Your Flexible Spending Account Is Linked to Your Job

Your ability to use your FSA is linked to your job.

In most cases, if you lose your job, you’ll lose your FSA. However, if you're eligible for COBRA continuation coverage of your FSA, you may be able to continue using your FSA even after you lose your job.

COBRA continuation coverage of your FSA is not the same thing as COBRA continuation coverage of your health insurance.
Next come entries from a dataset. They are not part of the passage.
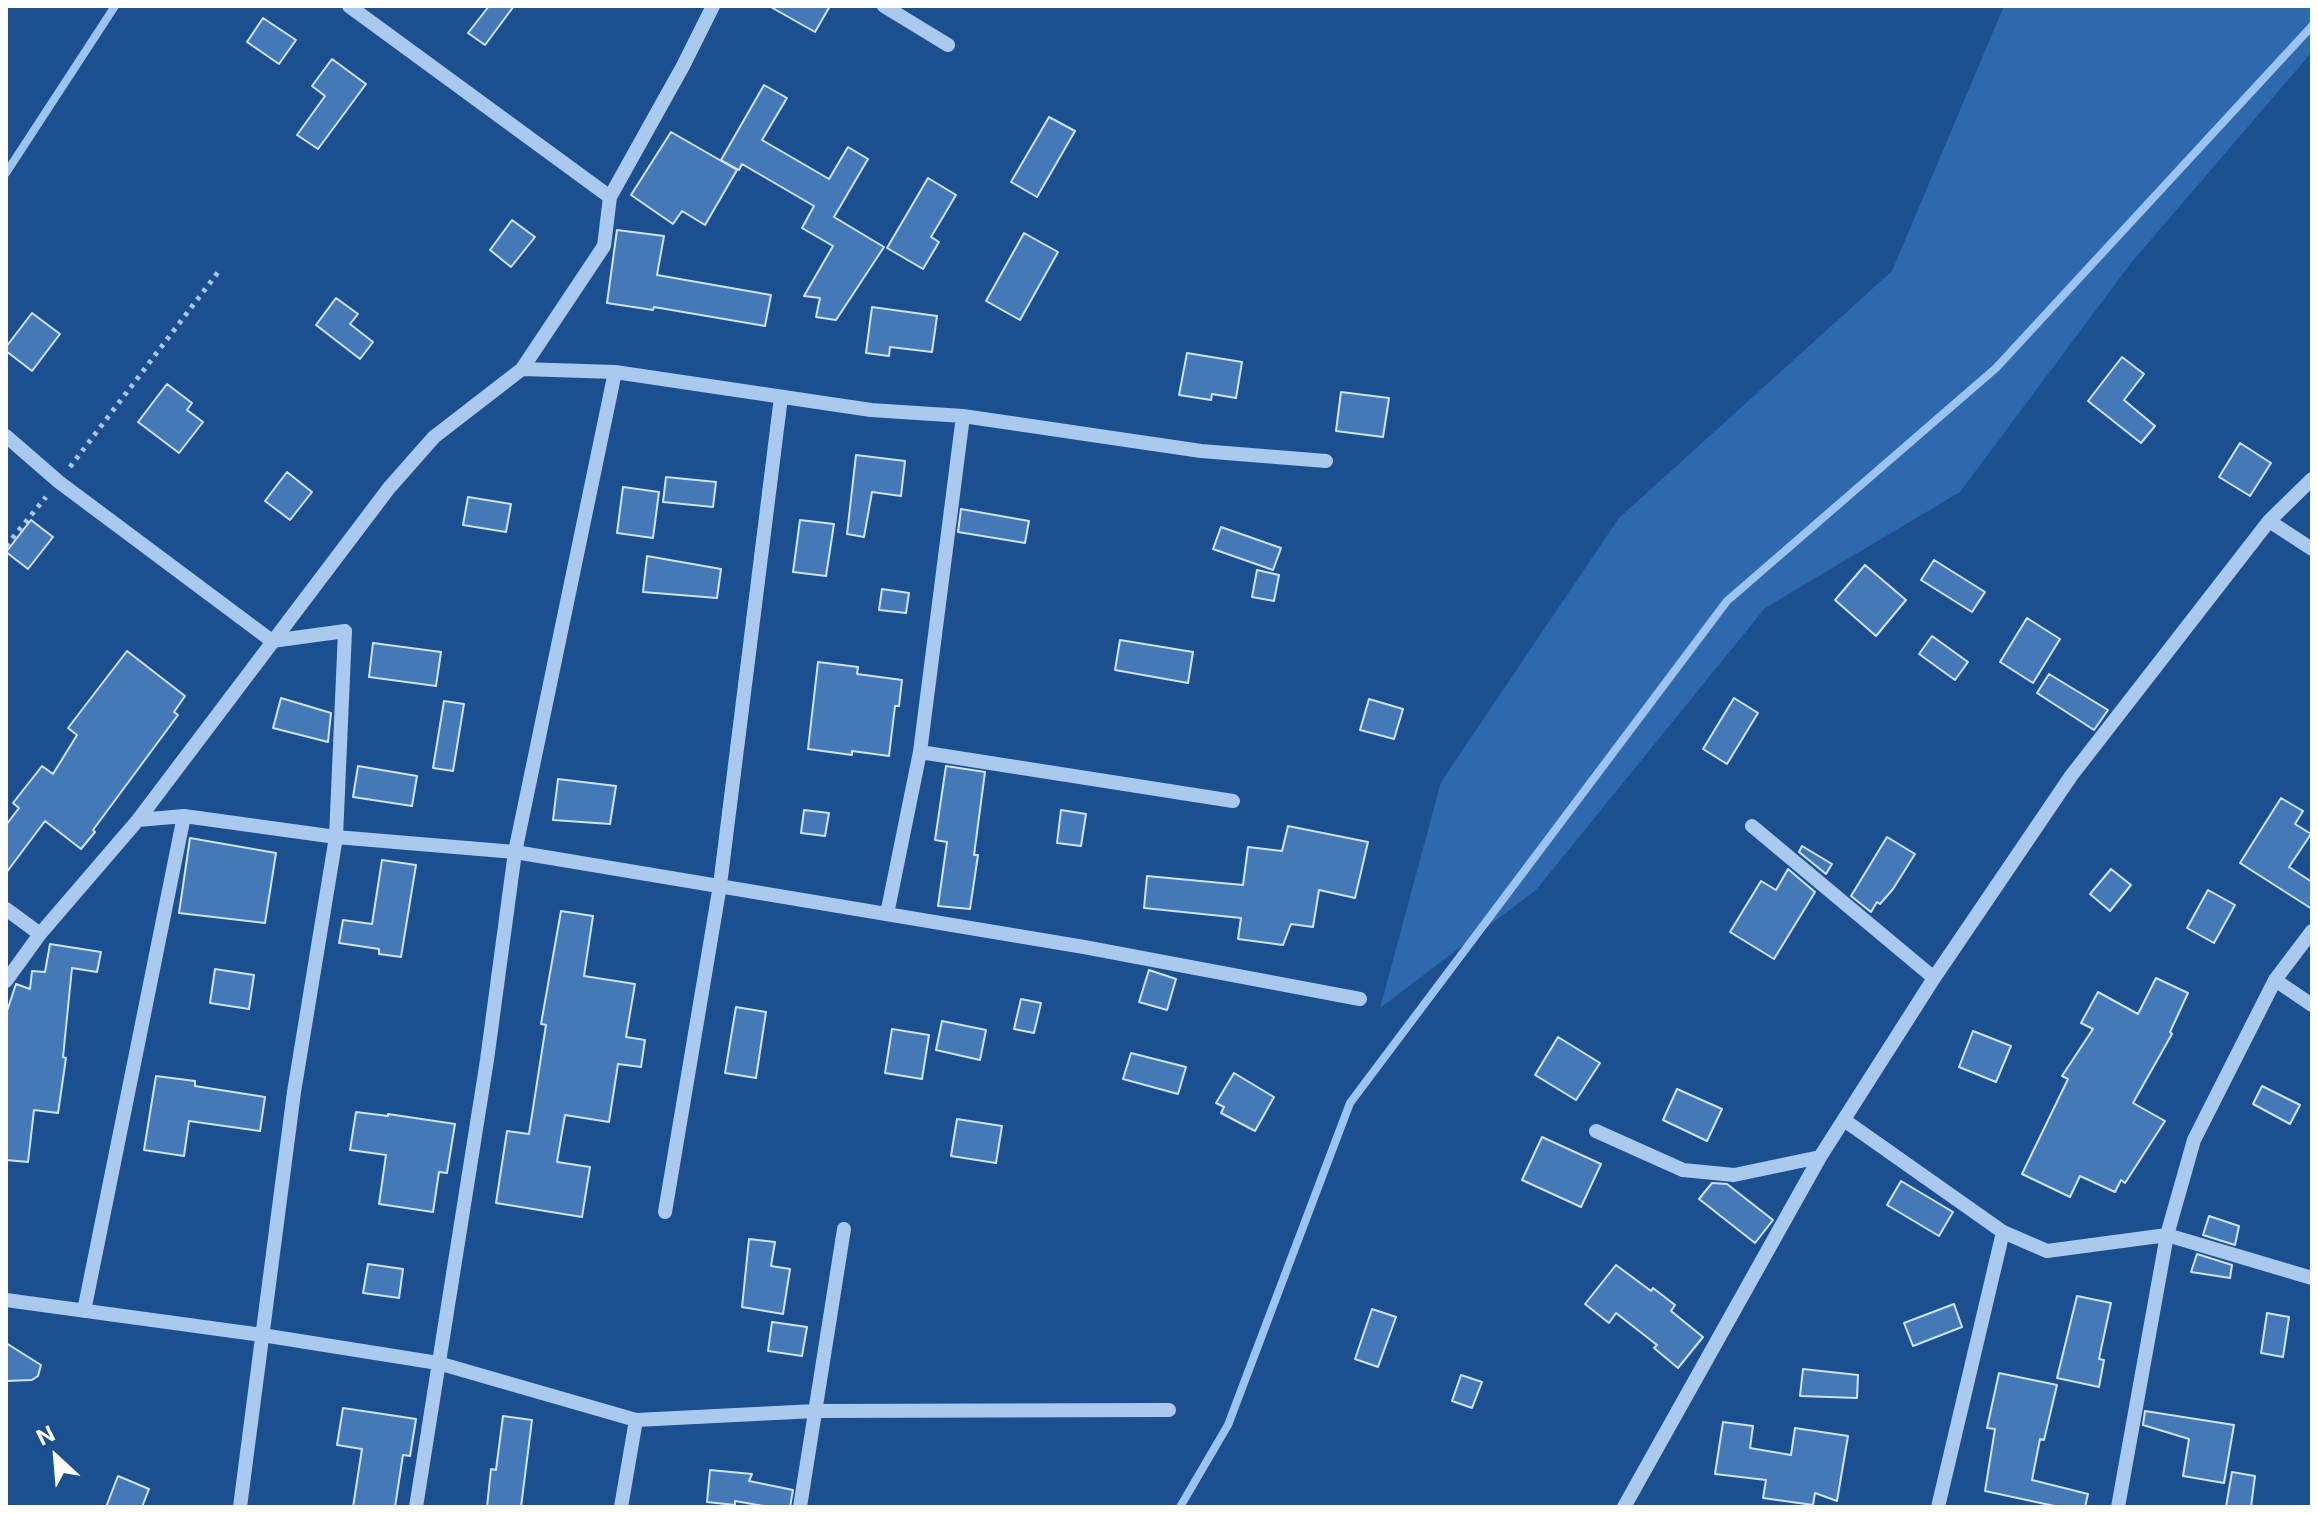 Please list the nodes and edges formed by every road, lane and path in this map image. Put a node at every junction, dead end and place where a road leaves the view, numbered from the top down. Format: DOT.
graph roads {
  1 [pos="349,6"];
  2 [pos="713,6"];
  3 [pos="884,6"];
  4 [pos="948,45"];
  5 [pos="610,197"];
  6 [pos="219,271"];
  7 [pos="522,369"];
  8 [pos="615,372"];
  9 [pos="781,397"];
  10 [pos="963,416"];
  11 [pos="6,436"];
  12 [pos="1326,461"];
  13 [pos="2312,479"];
  14 [pos="59,482"];
  15 [pos="2269,521"];
  16 [pos="6,546"];
  17 [pos="2312,549"];
  18 [pos="272,641"];
  19 [pos="920,752"];
  20 [pos="1233,801"];
  21 [pos="184,816"];
  22 [pos="138,820"];
  23 [pos="1752,826"];
  24 [pos="336,837"];
  25 [pos="515,852"];
  26 [pos="720,885"];
  27 [pos="6,909"];
  28 [pos="887,914"];
  29 [pos="2312,931"];
  30 [pos="40,934"];
  31 [pos="1934,978"];
  32 [pos="2275,980"];
  33 [pos="6,981"];
  34 [pos="1360,999"];
  35 [pos="2312,1005"];
  36 [pos="1844,1120"];
  37 [pos="1596,1131"];
  38 [pos="1820,1157"];
  39 [pos="665,1212"];
  40 [pos="844,1229"];
  41 [pos="2003,1232"];
  42 [pos="2167,1235"];
  43 [pos="2312,1278"];
  44 [pos="6,1300"];
  45 [pos="84,1311"];
  46 [pos="262,1335"];
  47 [pos="438,1363"];
  48 [pos="1169,1410"];
  49 [pos="815,1411"];
  50 [pos="636,1420"];
  51 [pos="240,1507"];
  52 [pos="416,1507"];
  53 [pos="621,1507"];
  54 [pos="800,1507"];
  55 [pos="1624,1507"];
  56 [pos="1938,1507"];
  57 [pos="2118,1507"];
  1 -- 5 [label="street"];
  2 -- 5 [label="street"];
  3 -- 4 [label="street"];
  5 -- 7 [label="street"];
  6 -- 14 [label="path"];
  7 -- 8 [label="street"];
  7 -- 18 [label="street"];
  8 -- 9 [label="street"];
  8 -- 25 [label="street"];
  9 -- 10 [label="street"];
  9 -- 26 [label="street"];
  10 -- 12 [label="street"];
  10 -- 19 [label="street"];
  11 -- 14 [label="street"];
  13 -- 15 [label="street"];
  14 -- 16 [label="path"];
  14 -- 18 [label="street"];
  15 -- 17 [label="street"];
  15 -- 31 [label="street"];
  18 -- 22 [label="street"];
  18 -- 24 [label="street"];
  19 -- 20 [label="street"];
  19 -- 28 [label="street"];
  21 -- 22 [label="street"];
  21 -- 24 [label="street"];
  21 -- 45 [label="street"];
  22 -- 30 [label="street"];
  23 -- 31 [label="street"];
  24 -- 25 [label="street"];
  24 -- 46 [label="street"];
  25 -- 26 [label="street"];
  25 -- 47 [label="street"];
  26 -- 28 [label="street"];
  26 -- 39 [label="street"];
  27 -- 30 [label="street"];
  28 -- 34 [label="street"];
  29 -- 32 [label="street"];
  30 -- 33 [label="street"];
  31 -- 36 [label="street"];
  32 -- 35 [label="street"];
  32 -- 42 [label="street"];
  36 -- 38 [label="street"];
  36 -- 41 [label="street"];
  37 -- 38 [label="street"];
  38 -- 55 [label="street"];
  40 -- 49 [label="street"];
  41 -- 42 [label="street"];
  41 -- 56 [label="street"];
  42 -- 43 [label="street"];
  42 -- 57 [label="street"];
  44 -- 45 [label="street"];
  45 -- 46 [label="street"];
  46 -- 47 [label="street"];
  46 -- 51 [label="street"];
  47 -- 50 [label="street"];
  47 -- 52 [label="street"];
  48 -- 49 [label="street"];
  49 -- 50 [label="street"];
  49 -- 54 [label="street"];
  50 -- 53 [label="street"];
}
Just because you're eligible to COBRA your health insurance, doesn't necessarily mean you're eligible to COBRA your FSA. If you do COBRA your FSA, you'll have to continue making monthly FSA contributions like you did while you were employed, only now, you'll be making those contributions with after-tax money.

What Happens to the Money in My FSA When My Job Ends?

Try to use up the money in your Flexible Spending Account before your job ends so you don’t lose the money. Money left unused in your FSA goes to your employer after you quit or lose your job unless you are eligible for and choose COBRA continuation coverage of your FSA.

Even if you're able to COBRA your FSA, your FSA money can't be used to pay for monthly COBRA health insurance premiums or for non-COBRA health insurance premiums like an Obamacare plan you buy on your state’s health insurance exchange.

How To Take More Money Out of Your FSA Than You Contributed

Sometimes you can take more money out of your FSA than you put into it.

How? Your FSA will pay for eligible medical expenses up to the amount you committed to contribute for the entire year, even if you haven’t contributed that much yet.

Let’s say you agreed to contribute $2,000 over the course of the year. By February, you’ve contributed about $333 when you break your wrist and spend $2,000 in deductibles, copays, and coinsurance. Your FSA will reimburse you for the entire $2,000 you promised to contribute that year, even though you’ve only made $333 in FSA contributions so far.

If you then quit your job or get laid off in early March, you don’t have to pay the $1,667 difference back. It doesn’t even count as taxable income.

What happens with the $1,667 you were supposed to contribute but didn’t? Your employer takes a $1,667 financial hit for it. But, don't feel too guilty. These employer costs are offset by the unused funds forfeited to the employer by other employees at the end of the year.